Stored data entries:
+---+

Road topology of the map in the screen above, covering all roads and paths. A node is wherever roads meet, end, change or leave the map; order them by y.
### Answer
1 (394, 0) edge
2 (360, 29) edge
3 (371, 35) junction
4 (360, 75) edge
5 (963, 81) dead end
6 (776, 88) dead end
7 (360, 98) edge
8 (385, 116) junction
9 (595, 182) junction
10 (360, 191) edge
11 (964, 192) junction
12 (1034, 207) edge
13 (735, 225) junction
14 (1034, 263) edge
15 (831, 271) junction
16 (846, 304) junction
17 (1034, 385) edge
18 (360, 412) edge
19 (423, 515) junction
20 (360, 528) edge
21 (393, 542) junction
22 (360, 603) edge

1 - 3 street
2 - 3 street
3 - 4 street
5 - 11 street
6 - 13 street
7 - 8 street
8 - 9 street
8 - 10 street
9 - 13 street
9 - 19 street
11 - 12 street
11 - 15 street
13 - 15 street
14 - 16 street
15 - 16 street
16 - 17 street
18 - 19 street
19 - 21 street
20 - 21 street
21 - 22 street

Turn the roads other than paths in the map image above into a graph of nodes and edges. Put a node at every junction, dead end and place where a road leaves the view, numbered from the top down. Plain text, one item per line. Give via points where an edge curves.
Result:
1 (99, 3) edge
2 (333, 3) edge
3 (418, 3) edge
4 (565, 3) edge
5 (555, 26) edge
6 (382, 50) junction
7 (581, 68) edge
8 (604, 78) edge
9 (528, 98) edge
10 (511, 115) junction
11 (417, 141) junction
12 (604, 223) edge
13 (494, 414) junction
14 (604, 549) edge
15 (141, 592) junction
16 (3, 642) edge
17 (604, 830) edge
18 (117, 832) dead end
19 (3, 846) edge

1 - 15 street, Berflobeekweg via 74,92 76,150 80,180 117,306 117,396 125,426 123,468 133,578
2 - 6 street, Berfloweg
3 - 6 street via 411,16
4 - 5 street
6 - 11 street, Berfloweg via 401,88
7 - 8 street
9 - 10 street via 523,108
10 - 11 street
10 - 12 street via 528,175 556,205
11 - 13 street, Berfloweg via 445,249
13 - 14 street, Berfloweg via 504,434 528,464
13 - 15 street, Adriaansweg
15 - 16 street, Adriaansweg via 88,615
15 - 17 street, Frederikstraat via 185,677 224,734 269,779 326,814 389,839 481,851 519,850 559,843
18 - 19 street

+---+

• [Task statement] Copy out the records once more, with nothing altered.

• [Task output]
Road topology of the map in the screen above, covering all roads and paths. A node is wherever roads meet, end, change or leave the map; order them by y.
### Answer
1 (394, 0) edge
2 (360, 29) edge
3 (371, 35) junction
4 (360, 75) edge
5 (963, 81) dead end
6 (776, 88) dead end
7 (360, 98) edge
8 (385, 116) junction
9 (595, 182) junction
10 (360, 191) edge
11 (964, 192) junction
12 (1034, 207) edge
13 (735, 225) junction
14 (1034, 263) edge
15 (831, 271) junction
16 (846, 304) junction
17 (1034, 385) edge
18 (360, 412) edge
19 (423, 515) junction
20 (360, 528) edge
21 (393, 542) junction
22 (360, 603) edge

1 - 3 street
2 - 3 street
3 - 4 street
5 - 11 street
6 - 13 street
7 - 8 street
8 - 9 street
8 - 10 street
9 - 13 street
9 - 19 street
11 - 12 street
11 - 15 street
13 - 15 street
14 - 16 street
15 - 16 street
16 - 17 street
18 - 19 street
19 - 21 street
20 - 21 street
21 - 22 street

Turn the roads other than paths in the map image above into a graph of nodes and edges. Put a node at every junction, dead end and place where a road leaves the view, numbered from the top down. Plain text, one item per line. Give via points where an edge curves.
Result:
1 (99, 3) edge
2 (333, 3) edge
3 (418, 3) edge
4 (565, 3) edge
5 (555, 26) edge
6 (382, 50) junction
7 (581, 68) edge
8 (604, 78) edge
9 (528, 98) edge
10 (511, 115) junction
11 (417, 141) junction
12 (604, 223) edge
13 (494, 414) junction
14 (604, 549) edge
15 (141, 592) junction
16 (3, 642) edge
17 (604, 830) edge
18 (117, 832) dead end
19 (3, 846) edge

1 - 15 street, Berflobeekweg via 74,92 76,150 80,180 117,306 117,396 125,426 123,468 133,578
2 - 6 street, Berfloweg
3 - 6 street via 411,16
4 - 5 street
6 - 11 street, Berfloweg via 401,88
7 - 8 street
9 - 10 street via 523,108
10 - 11 street
10 - 12 street via 528,175 556,205
11 - 13 street, Berfloweg via 445,249
13 - 14 street, Berfloweg via 504,434 528,464
13 - 15 street, Adriaansweg
15 - 16 street, Adriaansweg via 88,615
15 - 17 street, Frederikstraat via 185,677 224,734 269,779 326,814 389,839 481,851 519,850 559,843
18 - 19 street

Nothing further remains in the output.